Più incerto il girone B. Venezia, Pordenone, Padova e Parma se la giocano alla pari. Con un quinto incomodo, la Reggiana, che non si è ancora arresa. Bisognerà verificare sul campo l’esito del sontuoso mercato dei ducali. Come se i polsi di Pippo Inzaghi e Perinetti sapranno resistere sino alla volata finale. Con una particolare attenzione al solido Pordenone, capace in campo, dietro la scrivania, con uno staff che conosce, nei dettagli, la categoria.

Matera, Lecce, Juve Stabia e Foggia sono le magnifiche quattro del girone C. Dietro di loro il vuoto. Sino ad ora si sono tutte alternate in vetta alla classifica. Matera, una vera macchina da gol, miglior attacco in assoluto di tutta la categoria, pratica un gioco fluido e piacevole. La guida un vincente, Gaetano Auteri, al quale la primavera regala sovente successi e sorrisi. I lucani si candidano come favoriti. Juve Stabia, una corrazzata, possiede l’organico più completo del girone, qualche scricchiolio turba l’armonia dello staff. Foggia il portafogli più capiente, ma si vince sul campo non con la disponibilità economica. Lecce la capacità di Padalino e Meluso, la vena realizzatrice di Caturano e la spinta di tutto il Salento. Per il primo posto sarà comunque lotta avvincente sino all’ultima di campionato. 

E le zone basse della classifica? 

Otto dei club ripescati ad inizio di stagione sono coinvolti nella lotta per non retrocedere. Inesperienza o incapacità? Solo tre degli 11 (Olbia, Albinoleffe e Unicusano Fondi) navigano in acque tranquille. Ci sono anche nobili decadute tra coloro che lottano per non perdere la categoria. Spiccano Modena, Mantova, Catanzaro, Reggina e Taranto. Il Teramo dopo la scoppola del calcio scommesse fatica a risollevarsi. Dal prossimo week and inizierà, per tutte, un nuovo campionato. Chi ha sbagliato programmi e progetti ha tempo sino a fine mese per porre rimedio agli errori. 

Sembra sulla buona strada Eziolino Capuano che abituato, come lui stesso asserisce, a friggere il pesce con l’acqua minerale, sta guidando il Modena verso una posizione di classifica più tranquilla. Lodevole l’impegno di Mimmo Praticò, a Reggio Calabria, nell’affrontare una intrigata situazione ambientale ed una classifica asfittica che non promette nulla di buono. Il presidente Pino Cosentino ed i suoi più stretti collaboratori, intrapresa la via della ricostruzione, riusciranno a salvare il Catanzaro. 

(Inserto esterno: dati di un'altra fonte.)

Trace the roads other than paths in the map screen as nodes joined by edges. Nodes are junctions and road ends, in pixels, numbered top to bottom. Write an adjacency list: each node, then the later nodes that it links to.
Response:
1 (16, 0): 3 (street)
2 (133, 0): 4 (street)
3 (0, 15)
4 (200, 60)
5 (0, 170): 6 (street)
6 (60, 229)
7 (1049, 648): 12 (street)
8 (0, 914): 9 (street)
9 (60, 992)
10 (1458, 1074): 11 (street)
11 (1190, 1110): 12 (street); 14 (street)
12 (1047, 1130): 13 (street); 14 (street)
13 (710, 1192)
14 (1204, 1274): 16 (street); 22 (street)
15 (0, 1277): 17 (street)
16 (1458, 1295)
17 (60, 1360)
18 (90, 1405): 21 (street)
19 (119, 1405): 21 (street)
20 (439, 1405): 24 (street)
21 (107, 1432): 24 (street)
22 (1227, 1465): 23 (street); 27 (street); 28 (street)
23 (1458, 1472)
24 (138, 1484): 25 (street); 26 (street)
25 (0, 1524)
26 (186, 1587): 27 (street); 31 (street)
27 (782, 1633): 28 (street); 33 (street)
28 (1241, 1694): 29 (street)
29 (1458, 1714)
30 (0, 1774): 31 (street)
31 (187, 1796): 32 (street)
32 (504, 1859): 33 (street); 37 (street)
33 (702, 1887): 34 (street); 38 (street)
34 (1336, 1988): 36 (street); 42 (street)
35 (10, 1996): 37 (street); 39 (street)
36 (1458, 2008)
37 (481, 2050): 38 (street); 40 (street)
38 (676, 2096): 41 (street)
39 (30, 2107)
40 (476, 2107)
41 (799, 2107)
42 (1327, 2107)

Alla resa dei conti, però, tutto può ancora succedere. Benedetta matematica. 

Con un fiore all’occhiello. I giovani. Il futuro del nostro calcio. Finalmente anche dalle nostre parti si mandano in campo. Per scelta, non per imposizione regolamentare vincolata al denaro (minutaggio). Questa deve essere la “mission” della ex serie C. Talenti li abbiamo anche in casa nostra. Basta seguirli, crederci e valorizzarli. 

La terza serie deve tornare ad essere fucina per i club della massima serie. Alle Società deve essere ricompensato il lavoro profuso nell’addestramento. Ragionando a sistema e attribuendo alla valorizzazione (appunto) un riconoscimento economico adeguato. Serve un’inversione di rotta. Ne trarrà vantaggio tutto il calcio professionistico. Vanno cambiati i rapporti con le Società di serie superiore. Gli attuali incentivi a presenze, prestiti, diritti di riscatto e contro, debbono essere cancellati. Danneggiano soltanto le Società di Lega Pro e scoraggiano, in categoria, gli investimenti nei settori giovanili.